TASK ITEM
Show every line of the records below that contains the word "other".

RECORD EXTRACTS
+--

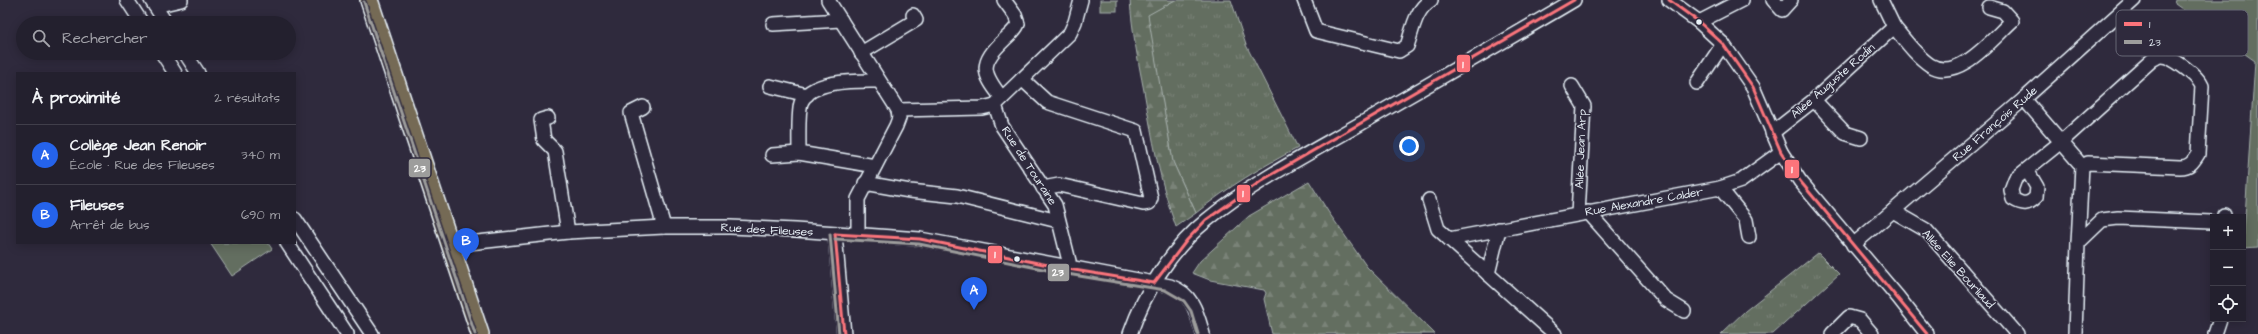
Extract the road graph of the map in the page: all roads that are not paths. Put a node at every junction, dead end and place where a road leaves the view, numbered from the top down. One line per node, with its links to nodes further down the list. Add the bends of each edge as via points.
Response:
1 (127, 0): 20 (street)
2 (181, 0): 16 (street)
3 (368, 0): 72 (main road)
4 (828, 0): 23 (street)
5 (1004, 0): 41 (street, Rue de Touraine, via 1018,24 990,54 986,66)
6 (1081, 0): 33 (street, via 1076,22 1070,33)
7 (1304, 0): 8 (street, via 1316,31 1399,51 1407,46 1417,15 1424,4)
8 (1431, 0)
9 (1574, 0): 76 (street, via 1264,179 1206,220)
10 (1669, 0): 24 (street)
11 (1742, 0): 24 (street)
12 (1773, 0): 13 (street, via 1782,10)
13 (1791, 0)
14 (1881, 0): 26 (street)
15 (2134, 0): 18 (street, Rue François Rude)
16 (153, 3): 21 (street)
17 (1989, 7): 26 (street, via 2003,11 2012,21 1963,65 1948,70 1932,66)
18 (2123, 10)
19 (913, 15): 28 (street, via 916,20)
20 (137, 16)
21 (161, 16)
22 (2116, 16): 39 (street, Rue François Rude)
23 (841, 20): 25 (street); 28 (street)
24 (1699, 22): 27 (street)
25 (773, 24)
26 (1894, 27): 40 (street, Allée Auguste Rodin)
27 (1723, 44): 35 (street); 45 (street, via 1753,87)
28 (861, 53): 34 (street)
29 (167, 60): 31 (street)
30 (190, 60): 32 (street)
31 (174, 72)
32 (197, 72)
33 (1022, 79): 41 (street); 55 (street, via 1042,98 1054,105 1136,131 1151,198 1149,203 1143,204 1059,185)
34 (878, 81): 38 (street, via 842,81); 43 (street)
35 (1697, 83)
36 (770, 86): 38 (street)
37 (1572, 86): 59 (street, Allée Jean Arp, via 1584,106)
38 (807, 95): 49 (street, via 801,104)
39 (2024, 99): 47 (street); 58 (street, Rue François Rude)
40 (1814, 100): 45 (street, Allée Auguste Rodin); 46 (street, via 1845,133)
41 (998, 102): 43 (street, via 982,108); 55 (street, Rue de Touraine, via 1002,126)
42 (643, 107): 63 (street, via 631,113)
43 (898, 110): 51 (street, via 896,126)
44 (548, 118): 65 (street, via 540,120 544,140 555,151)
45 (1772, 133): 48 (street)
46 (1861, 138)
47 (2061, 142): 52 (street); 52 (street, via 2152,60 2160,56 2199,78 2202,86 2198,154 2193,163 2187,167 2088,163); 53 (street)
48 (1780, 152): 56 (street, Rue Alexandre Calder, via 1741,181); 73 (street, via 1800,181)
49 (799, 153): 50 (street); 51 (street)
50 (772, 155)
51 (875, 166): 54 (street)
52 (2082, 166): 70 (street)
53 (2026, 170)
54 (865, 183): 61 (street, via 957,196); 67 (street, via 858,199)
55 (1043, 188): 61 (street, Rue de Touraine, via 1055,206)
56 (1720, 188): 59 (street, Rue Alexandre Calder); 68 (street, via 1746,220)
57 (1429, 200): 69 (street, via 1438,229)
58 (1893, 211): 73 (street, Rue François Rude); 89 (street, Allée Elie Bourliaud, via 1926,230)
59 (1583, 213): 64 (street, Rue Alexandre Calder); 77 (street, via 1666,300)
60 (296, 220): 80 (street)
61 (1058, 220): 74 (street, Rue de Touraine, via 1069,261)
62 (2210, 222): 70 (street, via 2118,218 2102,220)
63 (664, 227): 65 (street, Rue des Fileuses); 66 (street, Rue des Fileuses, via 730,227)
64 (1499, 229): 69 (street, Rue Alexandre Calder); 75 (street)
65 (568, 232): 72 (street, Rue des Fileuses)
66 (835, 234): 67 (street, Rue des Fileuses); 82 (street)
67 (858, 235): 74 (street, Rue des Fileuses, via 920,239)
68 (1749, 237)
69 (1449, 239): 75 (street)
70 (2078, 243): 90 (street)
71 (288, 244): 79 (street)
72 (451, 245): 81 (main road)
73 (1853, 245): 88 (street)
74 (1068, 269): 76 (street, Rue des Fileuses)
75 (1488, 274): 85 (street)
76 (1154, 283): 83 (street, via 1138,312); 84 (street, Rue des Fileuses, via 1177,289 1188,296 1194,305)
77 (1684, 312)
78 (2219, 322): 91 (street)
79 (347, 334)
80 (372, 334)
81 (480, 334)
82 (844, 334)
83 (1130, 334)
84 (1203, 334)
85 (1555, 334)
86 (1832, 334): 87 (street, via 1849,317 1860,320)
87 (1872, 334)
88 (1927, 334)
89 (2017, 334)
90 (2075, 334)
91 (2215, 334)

+--

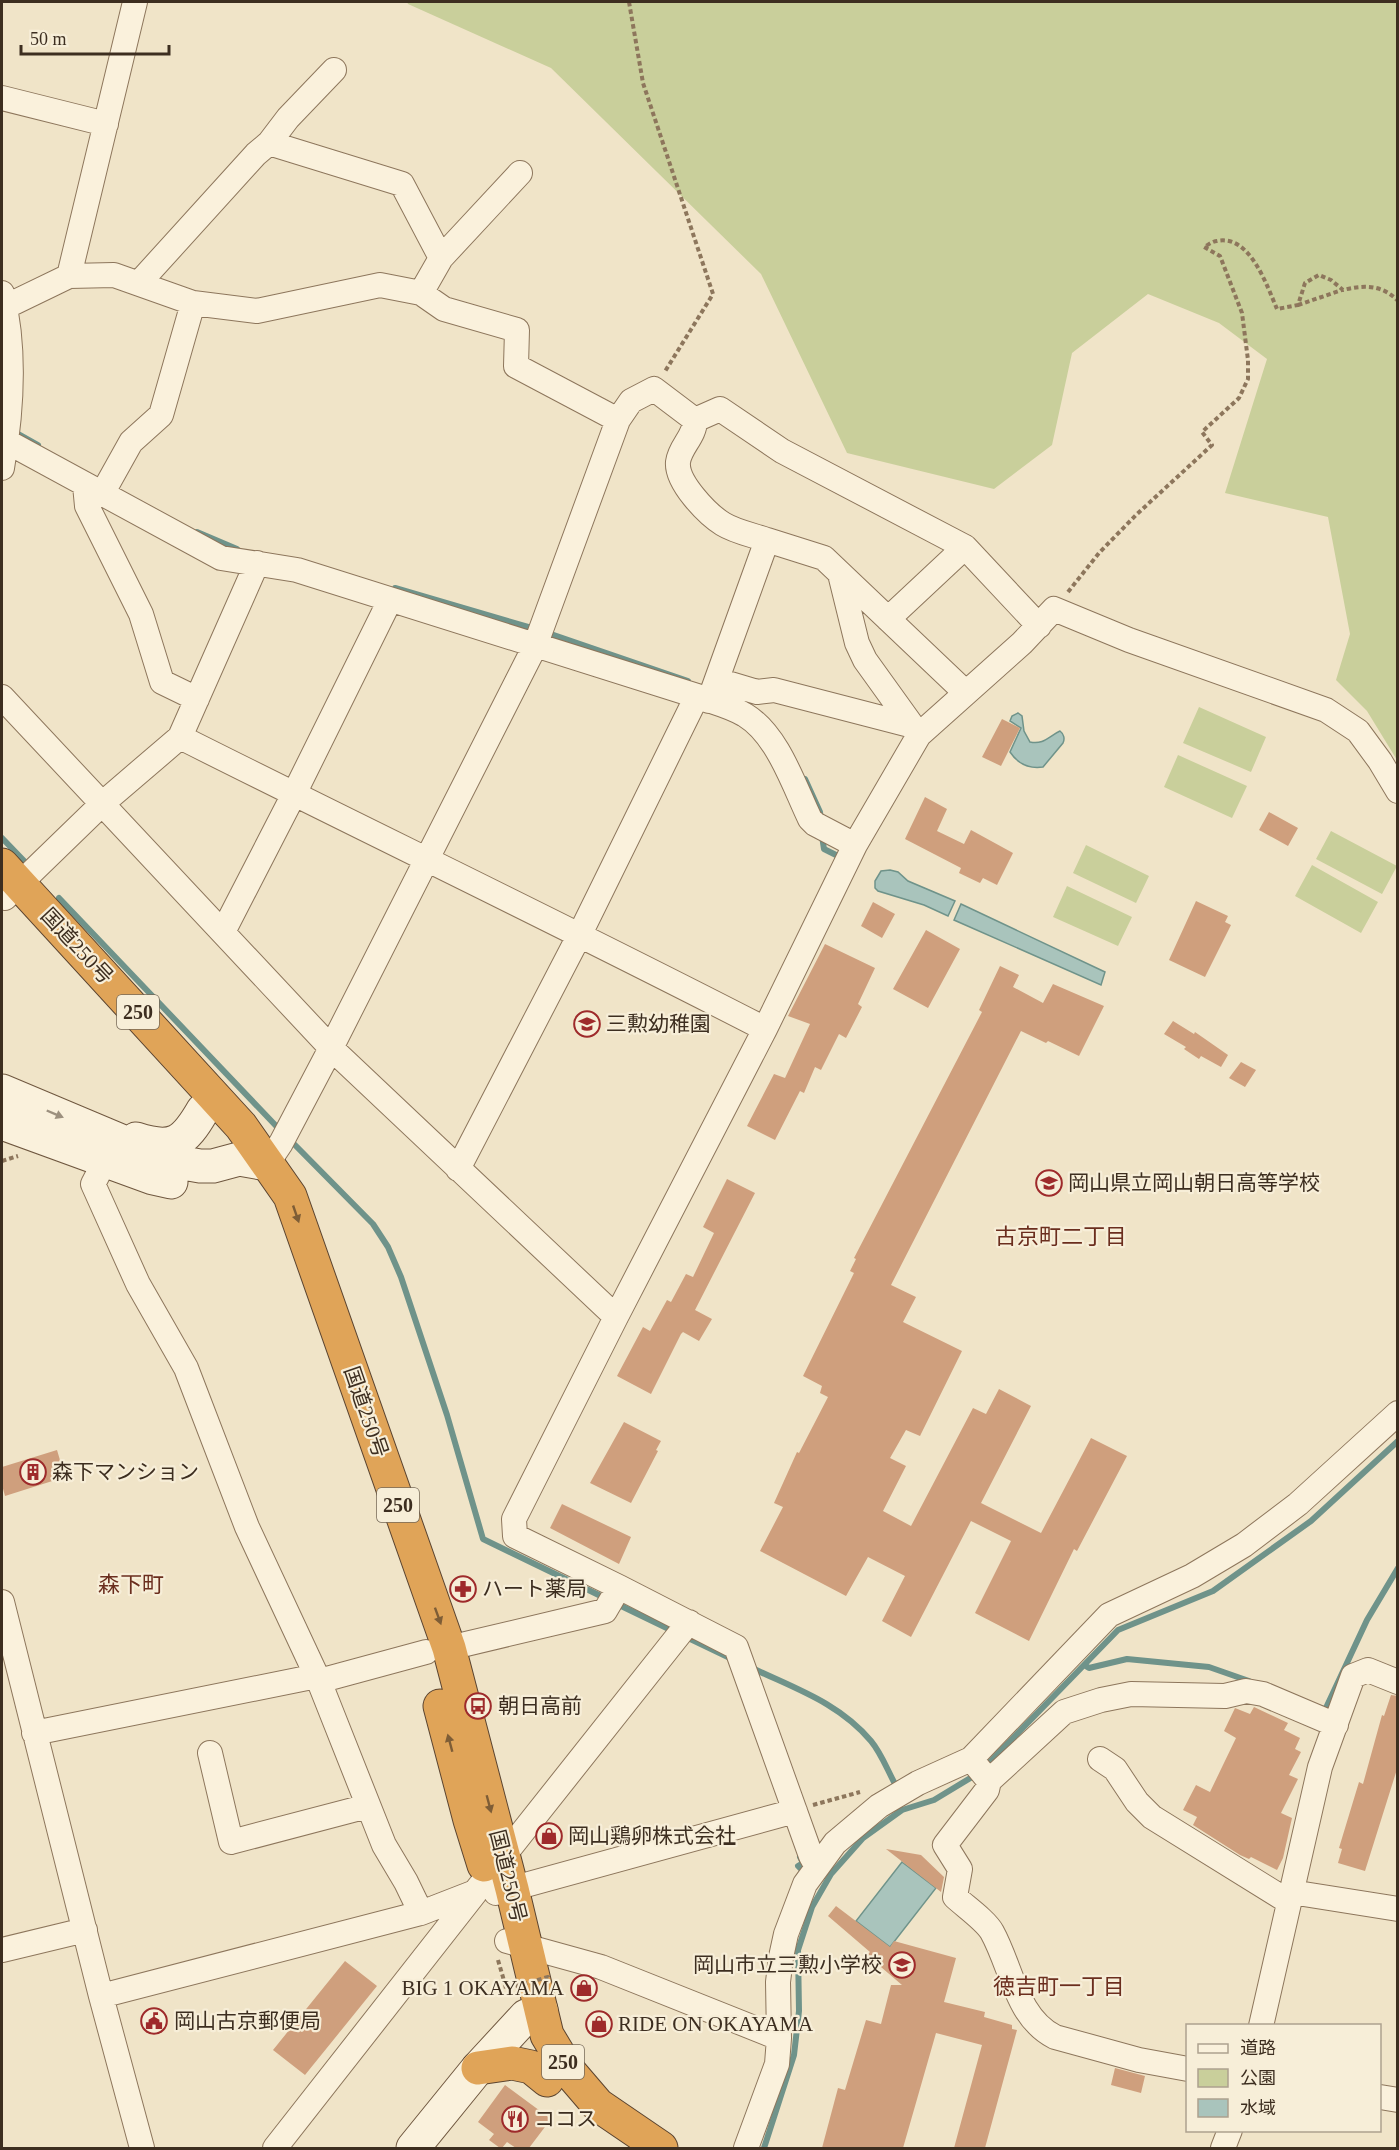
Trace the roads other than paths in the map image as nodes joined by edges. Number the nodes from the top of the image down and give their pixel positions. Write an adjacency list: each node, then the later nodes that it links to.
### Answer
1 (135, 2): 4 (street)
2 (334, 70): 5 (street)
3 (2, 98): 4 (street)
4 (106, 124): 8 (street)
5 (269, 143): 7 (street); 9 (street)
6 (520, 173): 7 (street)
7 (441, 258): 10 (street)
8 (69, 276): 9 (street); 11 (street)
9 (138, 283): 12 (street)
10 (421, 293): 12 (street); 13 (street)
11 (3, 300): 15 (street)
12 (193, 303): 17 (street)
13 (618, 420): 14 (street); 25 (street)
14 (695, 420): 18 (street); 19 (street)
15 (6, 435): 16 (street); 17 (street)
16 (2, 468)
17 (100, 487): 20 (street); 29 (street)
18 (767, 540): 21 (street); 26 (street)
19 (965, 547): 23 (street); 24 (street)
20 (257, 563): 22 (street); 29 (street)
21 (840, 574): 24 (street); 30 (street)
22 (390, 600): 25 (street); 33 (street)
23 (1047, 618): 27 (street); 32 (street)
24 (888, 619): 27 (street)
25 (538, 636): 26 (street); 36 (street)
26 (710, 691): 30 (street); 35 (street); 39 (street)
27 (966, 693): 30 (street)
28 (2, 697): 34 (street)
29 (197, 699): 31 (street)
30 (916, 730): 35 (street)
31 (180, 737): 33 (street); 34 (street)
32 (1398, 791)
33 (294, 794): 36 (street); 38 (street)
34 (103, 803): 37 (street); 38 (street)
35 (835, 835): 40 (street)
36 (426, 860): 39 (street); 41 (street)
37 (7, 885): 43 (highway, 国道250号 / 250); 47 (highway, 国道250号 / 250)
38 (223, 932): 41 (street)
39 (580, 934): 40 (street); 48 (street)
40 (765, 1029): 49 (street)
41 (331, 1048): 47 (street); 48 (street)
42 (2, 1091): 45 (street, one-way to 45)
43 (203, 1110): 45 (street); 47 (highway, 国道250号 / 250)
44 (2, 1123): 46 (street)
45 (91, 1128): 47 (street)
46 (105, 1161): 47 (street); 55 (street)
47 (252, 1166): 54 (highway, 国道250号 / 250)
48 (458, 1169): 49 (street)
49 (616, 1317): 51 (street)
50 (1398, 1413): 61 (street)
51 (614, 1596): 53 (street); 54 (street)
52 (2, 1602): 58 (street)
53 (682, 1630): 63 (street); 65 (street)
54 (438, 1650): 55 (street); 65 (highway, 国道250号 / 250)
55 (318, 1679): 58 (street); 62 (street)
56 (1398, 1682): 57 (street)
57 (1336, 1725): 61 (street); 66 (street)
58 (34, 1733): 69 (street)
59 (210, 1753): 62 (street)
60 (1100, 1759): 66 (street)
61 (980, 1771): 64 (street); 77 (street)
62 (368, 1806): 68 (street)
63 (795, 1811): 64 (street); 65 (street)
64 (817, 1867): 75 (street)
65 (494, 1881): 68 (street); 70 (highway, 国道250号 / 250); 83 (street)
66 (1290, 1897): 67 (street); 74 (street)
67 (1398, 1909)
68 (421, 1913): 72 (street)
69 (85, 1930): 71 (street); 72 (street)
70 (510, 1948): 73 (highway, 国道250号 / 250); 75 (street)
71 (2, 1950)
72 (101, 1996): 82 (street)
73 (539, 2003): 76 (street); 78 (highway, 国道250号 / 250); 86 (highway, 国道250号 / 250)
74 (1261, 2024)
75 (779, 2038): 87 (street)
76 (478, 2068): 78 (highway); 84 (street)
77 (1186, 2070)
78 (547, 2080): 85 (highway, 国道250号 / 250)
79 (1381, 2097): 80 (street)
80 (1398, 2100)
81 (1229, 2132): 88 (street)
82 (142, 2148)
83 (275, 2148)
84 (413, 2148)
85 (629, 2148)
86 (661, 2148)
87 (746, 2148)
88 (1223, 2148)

+--

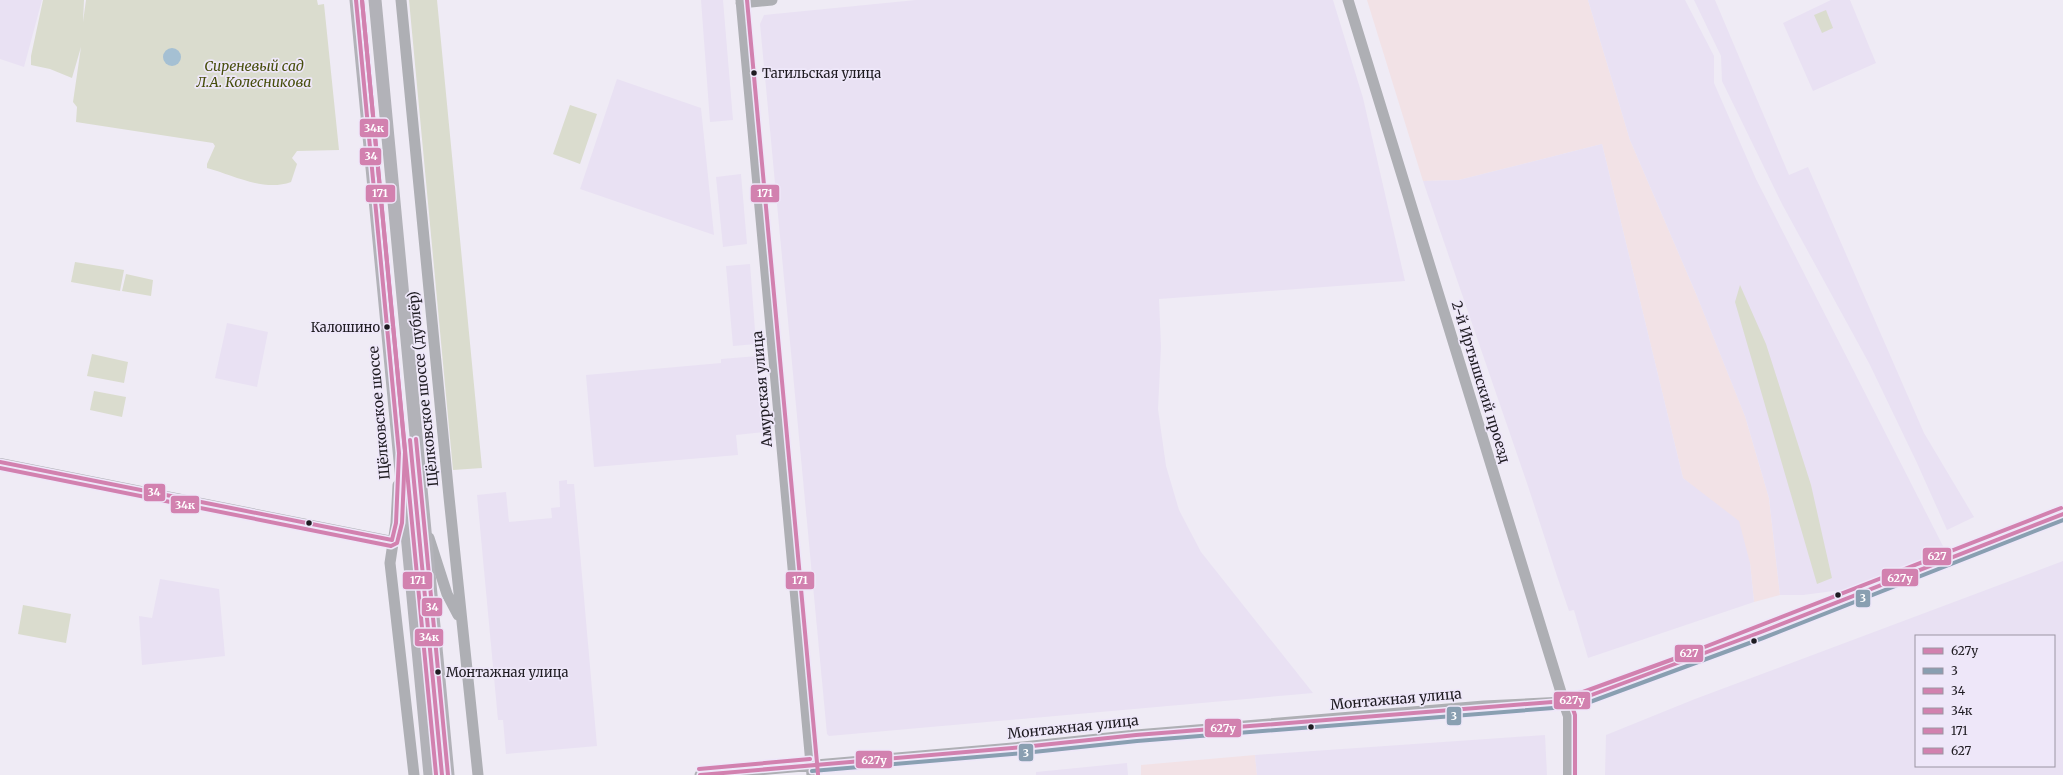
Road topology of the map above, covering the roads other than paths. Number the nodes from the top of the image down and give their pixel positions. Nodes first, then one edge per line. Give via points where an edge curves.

+--

PROBLEM SOLUTION
Trace the roads other than paths in the map image as nodes joined by edges. Number the nodes from the top of the image down and give their pixel positions. Write an adjacency list: each node, then the later nodes that it links to.
Road topology of the map above, covering the roads other than paths. Number the nodes from the top of the image down and give their pixel positions. Nodes first, then one edge per line. Give via points where an edge curves.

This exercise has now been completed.